第20話 いい加減推しのゲームを
「買取に出さなかった昔のスマホ。初期化してたから、ストレージ足りるな」
「……よくわかんないけど、僕もゲームが出来るようにしてくれるんだよね??」
「そりゃ、あんな宝もんを譲ってもらったら。俺もなんかするって。デジカメ以外になら、複数持つよりスマホ一台あればじゅーぶん」
アツシがいい加減、僕にマリアーノちゃんたちが登場するゲーム『スカベンジャー・クロニクル』って言うのを体験させてもらえるらしく。
今、機材とやらが何かないかと彼が探した結果。マリアーノちゃんたちもいっしょに探した上で見つけた『古いスマホ』で、初期設定なるものをしてくれているらしい。
僕はまだまだ現代人とやらの魔法でない技術には全然賢者にもなれないから……マリアーノちゃんが食後の歯磨きを終えてから、ずーっとぎゅっとされている!! ふわふわだから!! 口からミントのいい匂いするから!! 耐えろ、僕!!
「ふふ。バージョンアップされましても、初代の『スカベンジャー・ハント』から色々キャラクターが増えた以外、奏者くらいの共通点ほとんどですわ」
「……なんかの称号?」
「はい。わたくしの武器となる苦無は、この銀の足し毛が『媒介』と呼ばれておりますの。要するに、魔法の武器と似た意味合いですわ。詠唱も必要としますし、現代のゲームで魔法や魔術は扱えないからこそ……羨望の的になりますの」
「……僕の正体がバレたら、一大事だね」
「ええ。ですが、わたくしのいる限り御命お守りさせてください」
「ありがとう」
最後、少し含みがあるような言い方に聞こえたけど。マリアーノちゃん以外にパートナーは考えられないから、そこは間違っていない。うん。
「よし。クリーンナップも出来たし、必要最低限のアプリも入れた。ユディさん、渡すから俺の言う通りに指で画面叩いてみて」
アツシに渡されたスマホとやらは、アツシのより少し大きな板のように見えた。けど、大事な機材とやらなので落とさないように最初は両手で持つ。重さに慣れたら、利き手で画面を軽く叩けば。
言われた『アイコン』の人物は部屋にいる二人じゃなかったけど、一応叩いてみる。画面が黒くなったかと思ったら、どんどんいろんな映像というものが流れてきた。
僕の世界にいた冒険者や魔法使い。王族や騎士とかに似せた服装の彼らが、戦ったり仲良くしている映像がしばらく続いたが……止まったかと思えば、ひとりの少年みたいな子が『初めまして、奏者よ』と文字と声同時に動き出したんだ!
「……これは導き手??」
「ナビだけど、結構重要人物。ここでは最初に相棒選ぶなんだが……ナルディアもマリアーノも特殊レアキャラだから、ガチャ引かないと出ないんだよな?」
「えぇえ!?」
せっかくだから、最推しのマリアーノちゃんがいいのに!! なんで最初から彼で遊べないんだ!!? 普通にアツシの部屋にいたからゲームだとすぐにいると思ったのに!!

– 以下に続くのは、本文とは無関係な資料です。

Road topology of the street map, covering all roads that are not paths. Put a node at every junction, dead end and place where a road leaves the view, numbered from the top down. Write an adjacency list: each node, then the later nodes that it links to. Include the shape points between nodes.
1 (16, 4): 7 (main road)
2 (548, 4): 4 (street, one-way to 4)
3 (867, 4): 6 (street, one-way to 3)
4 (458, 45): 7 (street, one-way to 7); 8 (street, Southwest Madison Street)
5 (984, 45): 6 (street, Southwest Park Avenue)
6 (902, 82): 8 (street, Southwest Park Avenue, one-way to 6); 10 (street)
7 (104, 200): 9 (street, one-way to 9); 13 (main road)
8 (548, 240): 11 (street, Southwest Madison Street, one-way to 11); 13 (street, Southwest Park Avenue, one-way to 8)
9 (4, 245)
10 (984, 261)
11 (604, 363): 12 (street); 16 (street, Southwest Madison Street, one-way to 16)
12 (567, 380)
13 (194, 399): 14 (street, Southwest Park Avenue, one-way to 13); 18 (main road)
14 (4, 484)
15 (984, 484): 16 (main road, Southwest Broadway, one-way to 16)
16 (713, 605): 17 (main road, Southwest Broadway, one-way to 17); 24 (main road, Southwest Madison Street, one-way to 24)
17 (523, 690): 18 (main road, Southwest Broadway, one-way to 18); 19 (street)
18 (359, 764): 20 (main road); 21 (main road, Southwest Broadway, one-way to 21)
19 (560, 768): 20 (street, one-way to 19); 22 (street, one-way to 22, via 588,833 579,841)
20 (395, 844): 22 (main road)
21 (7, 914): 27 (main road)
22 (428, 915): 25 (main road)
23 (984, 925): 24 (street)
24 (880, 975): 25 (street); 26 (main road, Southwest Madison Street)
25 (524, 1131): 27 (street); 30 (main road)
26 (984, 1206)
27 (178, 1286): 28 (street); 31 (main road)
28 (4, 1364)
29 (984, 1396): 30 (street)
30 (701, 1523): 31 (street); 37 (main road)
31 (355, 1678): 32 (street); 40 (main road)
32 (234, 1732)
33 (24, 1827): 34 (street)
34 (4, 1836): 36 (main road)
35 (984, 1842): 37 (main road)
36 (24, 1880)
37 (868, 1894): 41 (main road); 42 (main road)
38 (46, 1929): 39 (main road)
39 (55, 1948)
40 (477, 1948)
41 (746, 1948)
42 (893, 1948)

「あら、でしたら。ガチャでこのナビの『イバラキ』を是非ゲットしてくださいましな。わたくしとの会話ストーリーが割と多めですの」
「……ほんと?」
「ガチャだからランダムだけど……そこも魂宿りって言うのでいじんのか?」
「さすがに難しいですわ」
「候補出しただけっしょ。他は……『サカキ』とかか?」
「女性キャラですと、『キリハラ』もですわね」
僕ひとり、少し置いてけぼりにはなっていたけど。とりあえず、チュートリアルとやらを進めてから、その『綺羅ガチャ』というので相棒になるキャラクターを一体無料で引けることが出来るんだって。
(……なるべく、マリアーノちゃんに近い何かを!)
蔑ろにはしたくないけど、楽しい子だったらいいなあ……。